If made into law, this groundbreaking bill would be the first legislation in the United States that would prohibit businesses from requiring their job applicants to under a drug test for marijuana.
The bill is now awaiting action from the mayor.
NYC Mayor Bill DeBlasio reportedly supports the anti-pre-employment marijuana drug testing bill. However, it would not be enacted for at least a year after its passage, according to a spokesperson for the mayor’s office.
The bill would apply to both public and private employees and job applicants. There are, however, employees in certain industries who would not be exempt from cannabis testing. These include truck drivers, pilots, police officers, construction workers, and people who need to operate heavy equipment. Moreover, employees who are suspected of smoking pot during work hours would also have to comply if they are required to undergo drug testing.
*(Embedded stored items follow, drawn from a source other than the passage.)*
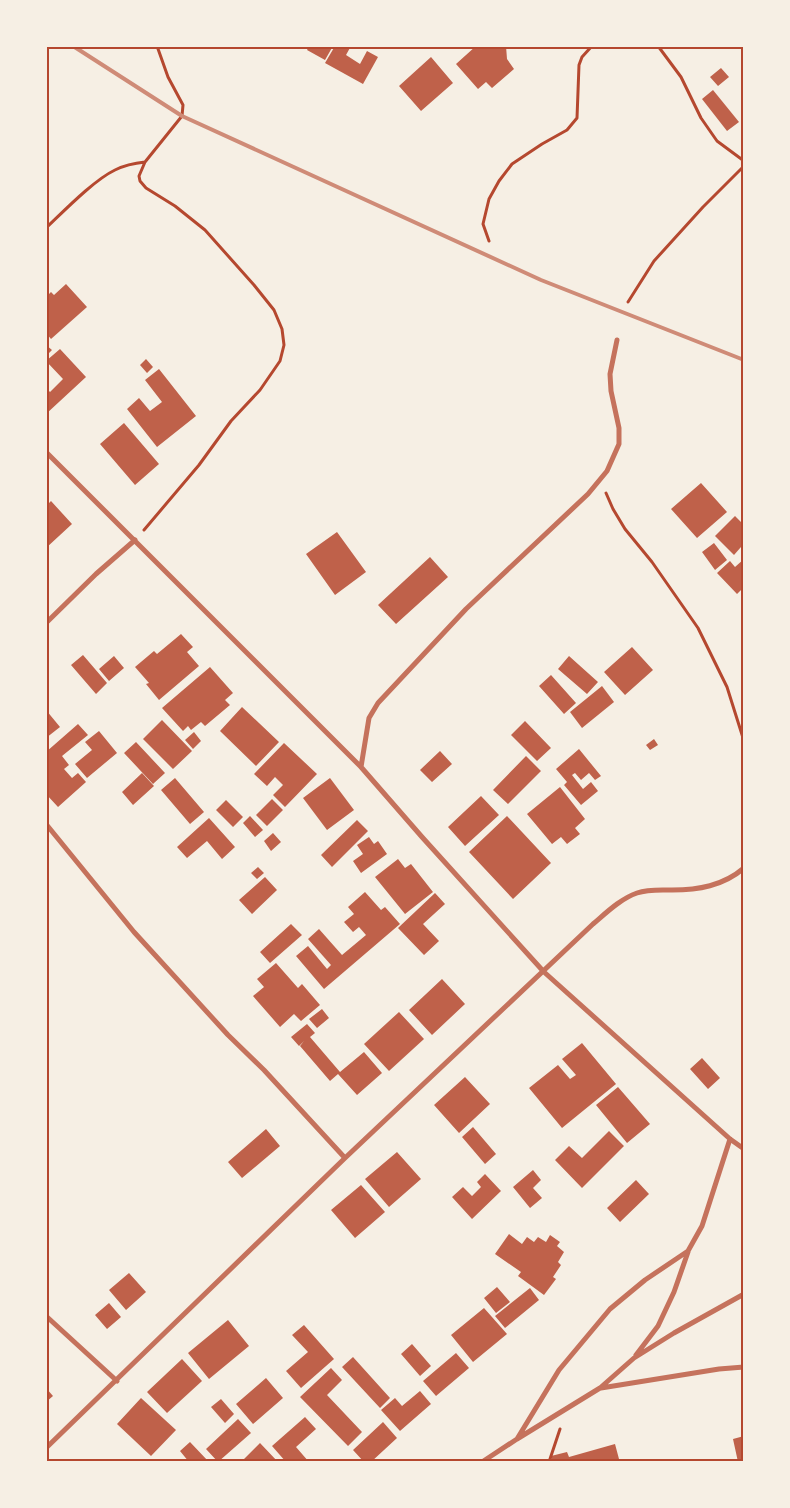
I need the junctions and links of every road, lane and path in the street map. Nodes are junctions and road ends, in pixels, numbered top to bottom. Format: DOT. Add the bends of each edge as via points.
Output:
graph roads {
  1 [pos="157,46"];
  2 [pos="592,46"];
  3 [pos="658,46"];
  4 [pos="744,161"];
  5 [pos="145,162"];
  6 [pos="744,166"];
  7 [pos="46,228"];
  8 [pos="488,241"];
  9 [pos="628,302"];
  10 [pos="617,340"];
  11 [pos="46,452"];
  12 [pos="600,479"];
  13 [pos="135,540"];
  14 [pos="46,623"];
  15 [pos="744,741"];
  16 [pos="361,767"];
  17 [pos="46,824"];
  18 [pos="744,868"];
  19 [pos="544,972"];
  20 [pos="730,1140"];
  21 [pos="744,1150"];
  22 [pos="345,1158"];
  23 [pos="688,1251"];
  24 [pos="744,1294"];
  25 [pos="46,1316"];
  26 [pos="634,1358"];
  27 [pos="744,1367"];
  28 [pos="117,1381"];
  29 [pos="600,1388"];
  30 [pos="569,1407"];
  31 [pos="517,1438"];
  32 [pos="46,1448"];
  33 [pos="482,1462"];
  34 [pos="549,1462"];
  1 -- 5 [label="path" via="183,111"];
  2 -- 8 [label="path" via="579,65 578,118 567,130 512,164 499,181 483,224"];
  3 -- 4 [label="path" via="681,77 701,118 717,141"];
  5 -- 7 [label="path" via="114,170"];
  5 -- 13 [label="path" via="140,170 140,181 205,230 254,285 274,310 284,345 280,361 260,390"];
  6 -- 9 [label="path" via="654,261"];
  10 -- 12 [label="street" via="610,374 619,444"];
  11 -- 13 [label="street"];
  12 -- 15 [label="path" via="625,529 698,628 727,687"];
  12 -- 16 [label="street" via="466,609 378,703 369,718"];
  13 -- 14 [label="street"];
  13 -- 16 [label="street"];
  16 -- 19 [label="street"];
  17 -- 22 [label="street" via="134,932"];
  18 -- 19 [label="street" via="715,885 699,889 636,893 593,924"];
  19 -- 20 [label="street"];
  19 -- 22 [label="street"];
  20 -- 21 [label="street"];
  20 -- 23 [label="street" via="702,1226"];
  22 -- 28 [label="street"];
  23 -- 26 [label="street" via="658,1326"];
  23 -- 31 [label="street" via="610,1309 559,1370"];
  24 -- 26 [label="street"];
  25 -- 28 [label="street"];
  26 -- 29 [label="street"];
  27 -- 29 [label="street"];
  28 -- 32 [label="street"];
  29 -- 30 [label="street"];
  30 -- 31 [label="street"];
  30 -- 34 [label="path"];
  31 -- 33 [label="street"];
}
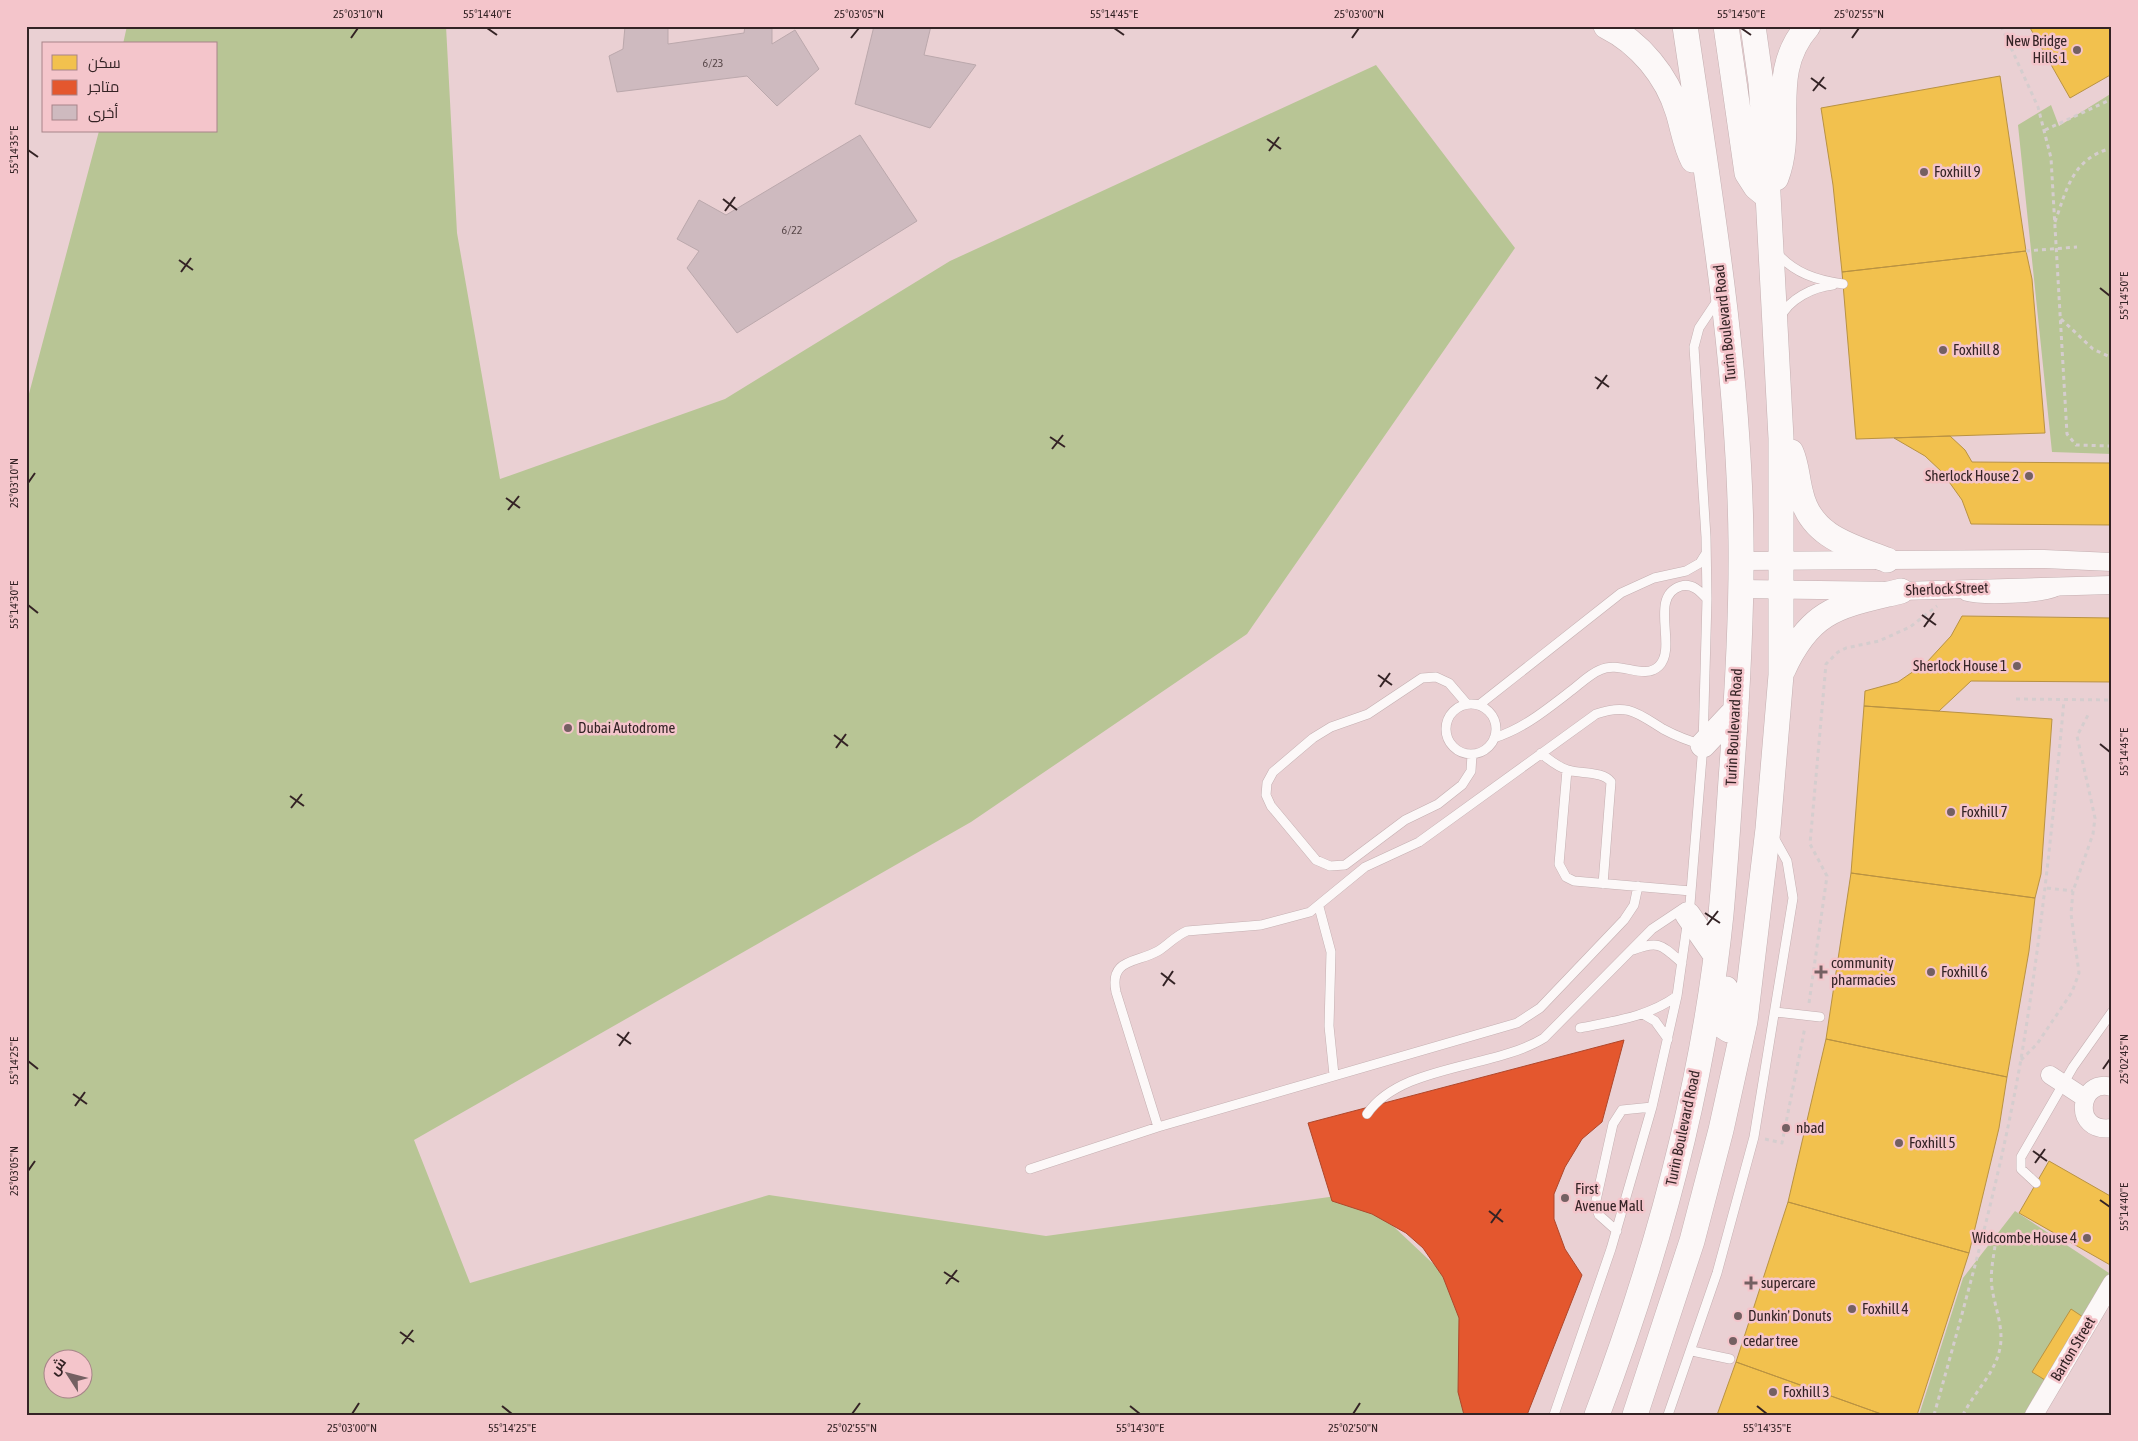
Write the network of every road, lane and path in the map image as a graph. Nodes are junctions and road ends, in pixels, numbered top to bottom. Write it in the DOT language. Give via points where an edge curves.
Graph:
graph roads {
  1 [pos="1606,26"];
  2 [pos="1684,26"];
  3 [pos="1726,26"];
  4 [pos="1753,26"];
  5 [pos="1808,26"];
  6 [pos="2001,26"];
  7 [pos="2112,99"];
  8 [pos="2045,130"];
  9 [pos="2112,148"];
  10 [pos="1707,174"];
  11 [pos="1767,196"];
  12 [pos="2054,224"];
  13 [pos="1770,245"];
  14 [pos="2077,248"];
  15 [pos="2056,249"];
  16 [pos="2026,250"];
  17 [pos="1722,294"];
  18 [pos="2060,319"];
  19 [pos="1776,327"];
  20 [pos="2112,358"];
  21 [pos="1780,438"];
  22 [pos="2112,446"];
  23 [pos="1705,555"];
  24 [pos="1782,560"];
  25 [pos="1887,560"];
  26 [pos="2065,560"];
  27 [pos="1740,561"];
  28 [pos="2112,562"];
  29 [pos="1666,575"];
  30 [pos="2112,585"];
  31 [pos="2064,586"];
  32 [pos="1782,588"];
  33 [pos="1945,588"];
  34 [pos="1740,589"];
  35 [pos="1901,591"];
  36 [pos="1671,592"];
  37 [pos="1707,599"];
  38 [pos="1781,675"];
  39 [pos="2016,698"];
  40 [pos="2064,700"];
  41 [pos="2112,700"];
  42 [pos="1467,704"];
  43 [pos="1479,705"];
  44 [pos="1736,710"];
  45 [pos="2088,715"];
  46 [pos="1494,738"];
  47 [pos="1703,745"];
  48 [pos="1541,753"];
  49 [pos="1472,754"];
  50 [pos="1567,770"];
  51 [pos="1768,829"];
  52 [pos="1603,884"];
  53 [pos="1638,886"];
  54 [pos="2047,888"];
  55 [pos="2073,891"];
  56 [pos="1690,904"];
  57 [pos="1319,907"];
  58 [pos="1721,916"];
  59 [pos="1630,951"];
  60 [pos="1715,954"];
  61 [pos="1682,963"];
  62 [pos="1677,996"];
  63 [pos="1776,1012"];
  64 [pos="2112,1012"];
  65 [pos="1643,1014"];
  66 [pos="1807,1016"];
  67 [pos="1820,1017"];
  68 [pos="1745,1022"];
  69 [pos="1580,1028"];
  70 [pos="1668,1038"];
  71 [pos="2021,1060"];
  72 [pos="1334,1075"];
  73 [pos="2057,1079"];
  74 [pos="2112,1087"];
  75 [pos="2085,1098"];
  76 [pos="1652,1107"];
  77 [pos="1367,1114"];
  78 [pos="1158,1127"];
  79 [pos="2112,1128"];
  80 [pos="1754,1136"];
  81 [pos="1030,1169"];
  82 [pos="2036,1183"];
  83 [pos="1617,1231"];
  84 [pos="1983,1242"];
  85 [pos="2109,1292"];
  86 [pos="1692,1351"];
  87 [pos="1730,1359"];
  88 [pos="1554,1415"];
  89 [pos="1597,1415"];
  90 [pos="1636,1415"];
  91 [pos="1668,1415"];
  92 [pos="1934,1415"];
  93 [pos="1963,1415"];
  94 [pos="2034,1415"];
  1 -- 10 [label="main road" via="1637,48 1663,78 1678,111 1692,158 1697,167"];
  2 -- 10 [label="main road, Turin Boulevard Road"];
  3 -- 11 [label="main road" via="1747,173"];
  4 -- 11 [label="main road" via="1762,92"];
  5 -- 11 [label="main road" via="1791,52 1784,75 1782,159"];
  6 -- 8 [label="path" via="2038,107"];
  7 -- 8 [label="path"];
  8 -- 12 [label="path"];
  9 -- 12 [label="path" via="2098,151 2079,165"];
  10 -- 17 [label="main road, Turin Boulevard Road"];
  11 -- 13 [label="main road"];
  12 -- 15 [label="path"];
  13 -- 19 [label="main road"];
  13 -- 19 [label="lane" via="1793,268 1826,282 1843,284 1810,291 1795,300 1783,312"];
  14 -- 15 [label="path"];
  15 -- 16 [label="path"];
  15 -- 18 [label="path"];
  17 -- 23 [label="lane" via="1704,319 1694,347"];
  17 -- 27 [label="main road, Turin Boulevard Road" via="1737,449"];
  18 -- 20 [label="path" via="2093,349"];
  18 -- 22 [label="path" via="2069,438 2081,446"];
  19 -- 21 [label="main road"];
  21 -- 24 [label="main road"];
  21 -- 25 [label="main road" via="1794,459 1801,496 1819,526 1829,536"];
  23 -- 29 [label="lane" via="1694,568"];
  23 -- 37 [label="lane"];
  24 -- 25 [label="street, Sherlock Street"];
  24 -- 27 [label="street, Sherlock Street"];
  24 -- 32 [label="main road"];
  25 -- 26 [label="street, Sherlock Street"];
  26 -- 28 [label="street, Sherlock Street"];
  26 -- 31 [label="street"];
  27 -- 34 [label="main road, Turin Boulevard Road"];
  29 -- 36 [label="lane"];
  29 -- 43 [label="lane" via="1621,593"];
  30 -- 31 [label="street, Sherlock Street"];
  31 -- 33 [label="street, Sherlock Street"];
  31 -- 33 [label="lane" via="2040,597 1971,597"];
  32 -- 34 [label="street, Sherlock Street"];
  32 -- 35 [label="street, Sherlock Street"];
  32 -- 38 [label="main road"];
  33 -- 35 [label="street, Sherlock Street"];
  33 -- 66 [label="path" via="1936,608 1910,627 1879,640 1846,648 1826,664 1810,844 1827,876"];
  34 -- 44 [label="main road, Turin Boulevard Road"];
  35 -- 38 [label="main road" via="1848,604 1820,618 1794,647"];
  36 -- 37 [label="lane" via="1690,586"];
  36 -- 46 [label="lane" via="1665,608 1665,652 1659,666 1646,672 1615,666 1599,670 1532,721"];
  37 -- 47 [label="lane"];
  38 -- 51 [label="main road"];
  39 -- 40 [label="path"];
  40 -- 41 [label="path"];
  40 -- 54 [label="path"];
  42 -- 43 [label="lane"];
  42 -- 49 [label="lane" via="1450,715 1446,735 1453,747"];
  42 -- 49 [label="lane" via="1449,683 1436,678 1422,678 1375,710 1331,727 1313,738 1273,772 1267,783 1266,795 1271,806 1316,860 1330,866 1345,865 1410,817 1438,804 1462,785 1471,771"];
  43 -- 46 [label="lane" via="1494,718"];
  44 -- 47 [label="main road"];
  44 -- 58 [label="main road, Turin Boulevard Road"];
  45 -- 55 [label="path" via="2077,736 2093,801 2094,826"];
  46 -- 49 [label="lane" via="1486,749"];
  47 -- 48 [label="lane" via="1674,734 1632,709 1618,708 1586,719"];
  47 -- 56 [label="lane"];
  48 -- 50 [label="lane"];
  48 -- 57 [label="lane" via="1411,848 1365,867"];
  50 -- 52 [label="lane" via="1560,869 1569,880"];
  50 -- 52 [label="lane" via="1606,777 1611,782"];
  51 -- 63 [label="lane" via="1782,850 1793,886"];
  51 -- 68 [label="main road"];
  52 -- 53 [label="lane"];
  53 -- 56 [label="lane"];
  53 -- 72 [label="lane" via="1634,905 1624,920 1529,1017 1505,1029"];
  54 -- 55 [label="path"];
  54 -- 71 [label="path"];
  55 -- 71 [label="path" via="2072,924 2079,964 2076,983 2032,1050"];
  56 -- 59 [label="lane" via="1658,924"];
  56 -- 60 [label="main road"];
  56 -- 61 [label="lane"];
  57 -- 72 [label="lane" via="1331,952 1329,1026"];
  57 -- 78 [label="lane" via="1301,916 1261,925 1187,931 1156,952 1128,961 1118,970 1114,985"];
  58 -- 60 [label="main road, Turin Boulevard Road"];
  58 -- 68 [label="main road" via="1733,933 1722,1023 1729,1030"];
  59 -- 61 [label="lane" via="1657,944"];
  59 -- 77 [label="lane" via="1544,1038 1524,1048 1403,1084 1383,1096"];
  60 -- 89 [label="main road, Turin Boulevard Road" via="1677,1162 1652,1254"];
  61 -- 62 [label="lane"];
  62 -- 65 [label="lane"];
  62 -- 70 [label="lane"];
  63 -- 66 [label="lane"];
  63 -- 80 [label="lane"];
  64 -- 73 [label="lane"];
  65 -- 69 [label="lane"];
  65 -- 70 [label="lane" via="1655,1021"];
  66 -- 67 [label="lane"];
  66 -- 80 [label="path" via="1782,1143"];
  68 -- 90 [label="main road" via="1701,1213"];
  70 -- 76 [label="lane"];
  71 -- 84 [label="path"];
  72 -- 78 [label="lane"];
  73 -- 75 [label="street"];
  73 -- 82 [label="lane" via="2021,1157 2021,1169"];
  74 -- 75 [label="street" via="2095,1088"];
  75 -- 79 [label="street" via="2084,1113 2091,1125"];
  76 -- 83 [label="lane"];
  76 -- 83 [label="lane" via="1622,1110 1613,1124 1595,1205 1599,1215"];
  78 -- 81 [label="lane"];
  80 -- 86 [label="lane"];
  83 -- 88 [label="lane"];
  84 -- 92 [label="path"];
  84 -- 93 [label="path" via="1995,1246 1992,1288 2000,1324 2000,1348 1989,1376"];
  85 -- 94 [label="street, Barton Street"];
  86 -- 87 [label="lane"];
  86 -- 91 [label="lane"];
}
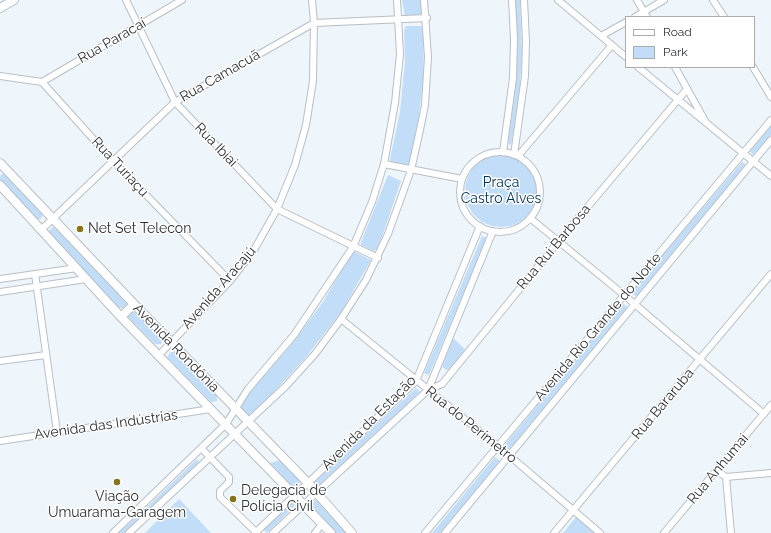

Cannabis supporters and advocates see the measure as knocking down a barrier that keeps job seekers from getting the job they are professionally qualified for just because of a private behavior or habit.
According to public advocate Jumaane Williams who authored the bill, “If you ingest weed in whatever manner one month ago, I am not sure how that will prevent you from performing your job now.”
Meanwhile, there are some council members and business groups who expressed their opposition to the proposal, seeing it as meddling with a valid employment concern.
Council Republican Leader Steven Matteo argued that private businesses should have the freedom and the power to determine their own employee hiring practices. He contended that employers should have the power to decide not only the skills and experience that are relevant to certain positions, but also whether the use of a specific drug could adversely affect a prospective employee’s ability to perform.